*WORK TASK*:
Every entry should be returned unchanged, with the pictures omitted.

*MATERIAL SUPPLIED*:
______________________________

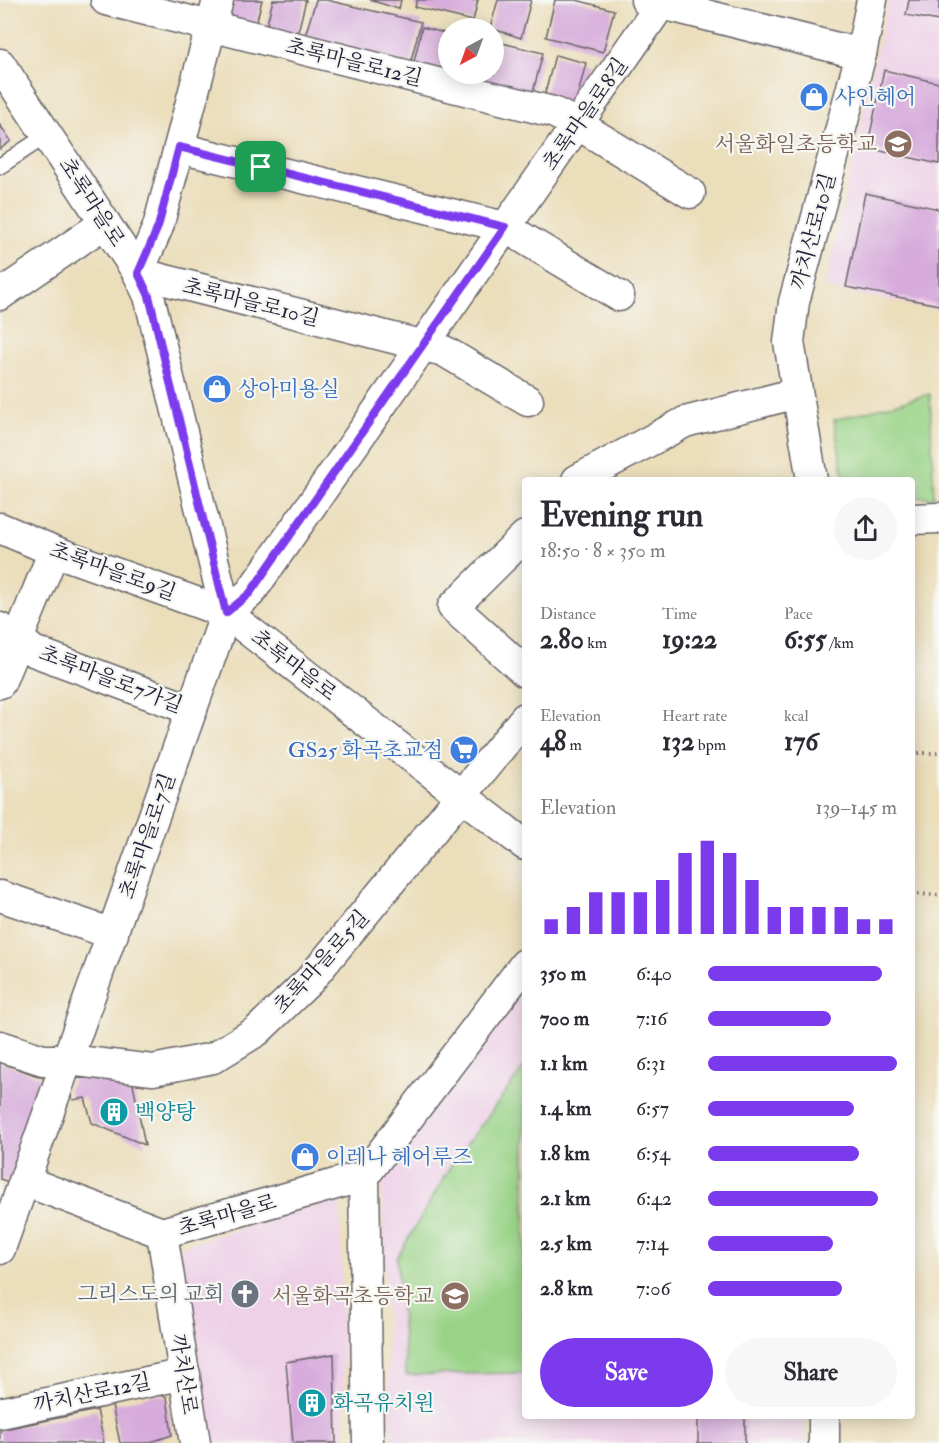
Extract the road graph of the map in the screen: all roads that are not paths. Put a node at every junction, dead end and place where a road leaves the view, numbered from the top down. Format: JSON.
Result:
{"nodes":[{"id":1,"x":106,"y":0,"type":"edge"},
{"id":2,"x":873,"y":0,"type":"edge"},
{"id":3,"x":657,"y":1,"type":"edge"},
{"id":4,"x":215,"y":13,"type":"edge"},
{"id":5,"x":861,"y":54,"type":"junction"},
{"id":6,"x":0,"y":64,"type":"edge"},
{"id":7,"x":578,"y":124,"type":"junction"},
{"id":8,"x":47,"y":135,"type":"junction"},
{"id":9,"x":179,"y":147,"type":"junction"},
{"id":10,"x":0,"y":166,"type":"edge"},
{"id":11,"x":690,"y":193,"type":"dead end"},
{"id":12,"x":105,"y":222,"type":"junction"},
{"id":13,"x":505,"y":227,"type":"junction"},
{"id":14,"x":138,"y":273,"type":"junction"},
{"id":15,"x":0,"y":295,"type":"edge"},
{"id":16,"x":619,"y":296,"type":"dead end"},
{"id":17,"x":422,"y":346,"type":"junction"},
{"id":18,"x":797,"y":393,"type":"junction"},
{"id":19,"x":528,"y":401,"type":"dead end"},
{"id":20,"x":583,"y":477,"type":"edge"},
{"id":21,"x":811,"y":477,"type":"edge"},
{"id":22,"x":939,"y":518,"type":"edge"},
{"id":23,"x":915,"y":519,"type":"edge"},
{"id":24,"x":0,"y":528,"type":"edge"},
{"id":25,"x":522,"y":539,"type":"edge"},
{"id":26,"x":54,"y":551,"type":"junction"},
{"id":27,"x":226,"y":613,"type":"junction"},
{"id":28,"x":9,"y":633,"type":"edge"},
{"id":29,"x":522,"y":669,"type":"edge"},
{"id":30,"x":0,"y":683,"type":"edge"},
{"id":31,"x":192,"y":710,"type":"junction"},
{"id":32,"x":522,"y":722,"type":"edge"},
{"id":33,"x":462,"y":796,"type":"junction"},
{"id":34,"x":522,"y":843,"type":"edge"},
{"id":35,"x":0,"y":896,"type":"edge"},
{"id":36,"x":113,"y":934,"type":"junction"},
{"id":37,"x":522,"y":968,"type":"edge"},
{"id":38,"x":0,"y":1046,"type":"edge"},
{"id":39,"x":68,"y":1060,"type":"junction"},
{"id":40,"x":364,"y":1176,"type":"junction"},
{"id":41,"x":25,"y":1181,"type":"junction"},
{"id":42,"x":162,"y":1233,"type":"junction"},
{"id":43,"x":0,"y":1249,"type":"edge"},
{"id":44,"x":185,"y":1374,"type":"junction"},
{"id":45,"x":0,"y":1413,"type":"edge"},
{"id":46,"x":824,"y":1419,"type":"edge"},
{"id":47,"x":195,"y":1443,"type":"edge"},
{"id":48,"x":368,"y":1443,"type":"edge"},
{"id":49,"x":824,"y":1443,"type":"edge"}],
"edges":[{"from":1,"to":4,"type":"street","name":"초록마을로12길"},
{"from":2,"to":5,"type":"street","name":"까치산로10길"},
{"from":3,"to":5,"type":"street"},
{"from":3,"to":7,"type":"street","name":"초록마을로8길"},
{"from":4,"to":7,"type":"street","name":"초록마을로12길"},
{"from":4,"to":9,"type":"street"},
{"from":5,"to":18,"type":"street","name":"까치산로10길"},
{"from":6,"to":8,"type":"street","name":"초록마을로"},
{"from":7,"to":11,"type":"street","name":"초록마을로12길"},
{"from":7,"to":13,"type":"street","name":"초록마을로8길"},
{"from":8,"to":10,"type":"lane"},
{"from":8,"to":12,"type":"street","name":"초록마을로"},
{"from":9,"to":13,"type":"street"},
{"from":9,"to":14,"type":"street"},
{"from":12,"to":14,"type":"street","name":"초록마을로"},
{"from":12,"to":15,"type":"street"},
{"from":13,"to":16,"type":"street"},
{"from":13,"to":17,"type":"street","name":"초록마을로8길"},
{"from":14,"to":17,"type":"street","name":"초록마을로10길"},
{"from":14,"to":27,"type":"street","name":"초록마을로"},
{"from":17,"to":19,"type":"street"},
{"from":17,"to":27,"type":"street","name":"초록마을로8길"},
{"from":18,"to":20,"type":"street"},
{"from":18,"to":21,"type":"street","name":"까치산로10길"},
{"from":22,"to":23,"type":"street"},
{"from":24,"to":26,"type":"street","name":"초록마을로9길"},
{"from":25,"to":29,"type":"street"},
{"from":26,"to":27,"type":"street","name":"초록마을로9길"},
{"from":26,"to":28,"type":"street"},
{"from":27,"to":31,"type":"street","name":"초록마을로7길"},
{"from":27,"to":33,"type":"street","name":"초록마을로"},
{"from":28,"to":30,"type":"street"},
{"from":28,"to":31,"type":"street","name":"초록마을로7가길"},
{"from":31,"to":36,"type":"street","name":"초록마을로7길"},
{"from":32,"to":33,"type":"street","name":"초록마을로5길"},
{"from":33,"to":34,"type":"street","name":"초록마을로"},
{"from":33,"to":39,"type":"street","name":"초록마을로5길"},
{"from":35,"to":36,"type":"street"},
{"from":36,"to":39,"type":"street","name":"초록마을로7길"},
{"from":37,"to":40,"type":"street"},
{"from":38,"to":39,"type":"street","name":"초록마을로5길"},
{"from":39,"to":41,"type":"street"},
{"from":40,"to":42,"type":"street","name":"초록마을로"},
{"from":40,"to":48,"type":"street"},
{"from":41,"to":42,"type":"street","name":"초록마을로"},
{"from":41,"to":43,"type":"street"},
{"from":42,"to":44,"type":"street","name":"까치산로"},
{"from":44,"to":45,"type":"street","name":"까치산로12길"},
{"from":44,"to":47,"type":"street","name":"까치산로"},
{"from":46,"to":49,"type":"street"}]}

______________________________

*RESULT*:
Extract the road graph of the map in the screen: all roads that are not paths. Put a node at every junction, dead end and place where a road leaves the view, numbered from the top down. Format: JSON.
Result:
{"nodes":[{"id":1,"x":106,"y":0,"type":"edge"},
{"id":2,"x":873,"y":0,"type":"edge"},
{"id":3,"x":657,"y":1,"type":"edge"},
{"id":4,"x":215,"y":13,"type":"edge"},
{"id":5,"x":861,"y":54,"type":"junction"},
{"id":6,"x":0,"y":64,"type":"edge"},
{"id":7,"x":578,"y":124,"type":"junction"},
{"id":8,"x":47,"y":135,"type":"junction"},
{"id":9,"x":179,"y":147,"type":"junction"},
{"id":10,"x":0,"y":166,"type":"edge"},
{"id":11,"x":690,"y":193,"type":"dead end"},
{"id":12,"x":105,"y":222,"type":"junction"},
{"id":13,"x":505,"y":227,"type":"junction"},
{"id":14,"x":138,"y":273,"type":"junction"},
{"id":15,"x":0,"y":295,"type":"edge"},
{"id":16,"x":619,"y":296,"type":"dead end"},
{"id":17,"x":422,"y":346,"type":"junction"},
{"id":18,"x":797,"y":393,"type":"junction"},
{"id":19,"x":528,"y":401,"type":"dead end"},
{"id":20,"x":583,"y":477,"type":"edge"},
{"id":21,"x":811,"y":477,"type":"edge"},
{"id":22,"x":939,"y":518,"type":"edge"},
{"id":23,"x":915,"y":519,"type":"edge"},
{"id":24,"x":0,"y":528,"type":"edge"},
{"id":25,"x":522,"y":539,"type":"edge"},
{"id":26,"x":54,"y":551,"type":"junction"},
{"id":27,"x":226,"y":613,"type":"junction"},
{"id":28,"x":9,"y":633,"type":"edge"},
{"id":29,"x":522,"y":669,"type":"edge"},
{"id":30,"x":0,"y":683,"type":"edge"},
{"id":31,"x":192,"y":710,"type":"junction"},
{"id":32,"x":522,"y":722,"type":"edge"},
{"id":33,"x":462,"y":796,"type":"junction"},
{"id":34,"x":522,"y":843,"type":"edge"},
{"id":35,"x":0,"y":896,"type":"edge"},
{"id":36,"x":113,"y":934,"type":"junction"},
{"id":37,"x":522,"y":968,"type":"edge"},
{"id":38,"x":0,"y":1046,"type":"edge"},
{"id":39,"x":68,"y":1060,"type":"junction"},
{"id":40,"x":364,"y":1176,"type":"junction"},
{"id":41,"x":25,"y":1181,"type":"junction"},
{"id":42,"x":162,"y":1233,"type":"junction"},
{"id":43,"x":0,"y":1249,"type":"edge"},
{"id":44,"x":185,"y":1374,"type":"junction"},
{"id":45,"x":0,"y":1413,"type":"edge"},
{"id":46,"x":824,"y":1419,"type":"edge"},
{"id":47,"x":195,"y":1443,"type":"edge"},
{"id":48,"x":368,"y":1443,"type":"edge"},
{"id":49,"x":824,"y":1443,"type":"edge"}],
"edges":[{"from":1,"to":4,"type":"street","name":"초록마을로12길"},
{"from":2,"to":5,"type":"street","name":"까치산로10길"},
{"from":3,"to":5,"type":"street"},
{"from":3,"to":7,"type":"street","name":"초록마을로8길"},
{"from":4,"to":7,"type":"street","name":"초록마을로12길"},
{"from":4,"to":9,"type":"street"},
{"from":5,"to":18,"type":"street","name":"까치산로10길"},
{"from":6,"to":8,"type":"street","name":"초록마을로"},
{"from":7,"to":11,"type":"street","name":"초록마을로12길"},
{"from":7,"to":13,"type":"street","name":"초록마을로8길"},
{"from":8,"to":10,"type":"lane"},
{"from":8,"to":12,"type":"street","name":"초록마을로"},
{"from":9,"to":13,"type":"street"},
{"from":9,"to":14,"type":"street"},
{"from":12,"to":14,"type":"street","name":"초록마을로"},
{"from":12,"to":15,"type":"street"},
{"from":13,"to":16,"type":"street"},
{"from":13,"to":17,"type":"street","name":"초록마을로8길"},
{"from":14,"to":17,"type":"street","name":"초록마을로10길"},
{"from":14,"to":27,"type":"street","name":"초록마을로"},
{"from":17,"to":19,"type":"street"},
{"from":17,"to":27,"type":"street","name":"초록마을로8길"},
{"from":18,"to":20,"type":"street"},
{"from":18,"to":21,"type":"street","name":"까치산로10길"},
{"from":22,"to":23,"type":"street"},
{"from":24,"to":26,"type":"street","name":"초록마을로9길"},
{"from":25,"to":29,"type":"street"},
{"from":26,"to":27,"type":"street","name":"초록마을로9길"},
{"from":26,"to":28,"type":"street"},
{"from":27,"to":31,"type":"street","name":"초록마을로7길"},
{"from":27,"to":33,"type":"street","name":"초록마을로"},
{"from":28,"to":30,"type":"street"},
{"from":28,"to":31,"type":"street","name":"초록마을로7가길"},
{"from":31,"to":36,"type":"street","name":"초록마을로7길"},
{"from":32,"to":33,"type":"street","name":"초록마을로5길"},
{"from":33,"to":34,"type":"street","name":"초록마을로"},
{"from":33,"to":39,"type":"street","name":"초록마을로5길"},
{"from":35,"to":36,"type":"street"},
{"from":36,"to":39,"type":"street","name":"초록마을로7길"},
{"from":37,"to":40,"type":"street"},
{"from":38,"to":39,"type":"street","name":"초록마을로5길"},
{"from":39,"to":41,"type":"street"},
{"from":40,"to":42,"type":"street","name":"초록마을로"},
{"from":40,"to":48,"type":"street"},
{"from":41,"to":42,"type":"street","name":"초록마을로"},
{"from":41,"to":43,"type":"street"},
{"from":42,"to":44,"type":"street","name":"까치산로"},
{"from":44,"to":45,"type":"street","name":"까치산로12길"},
{"from":44,"to":47,"type":"street","name":"까치산로"},
{"from":46,"to":49,"type":"street"}]}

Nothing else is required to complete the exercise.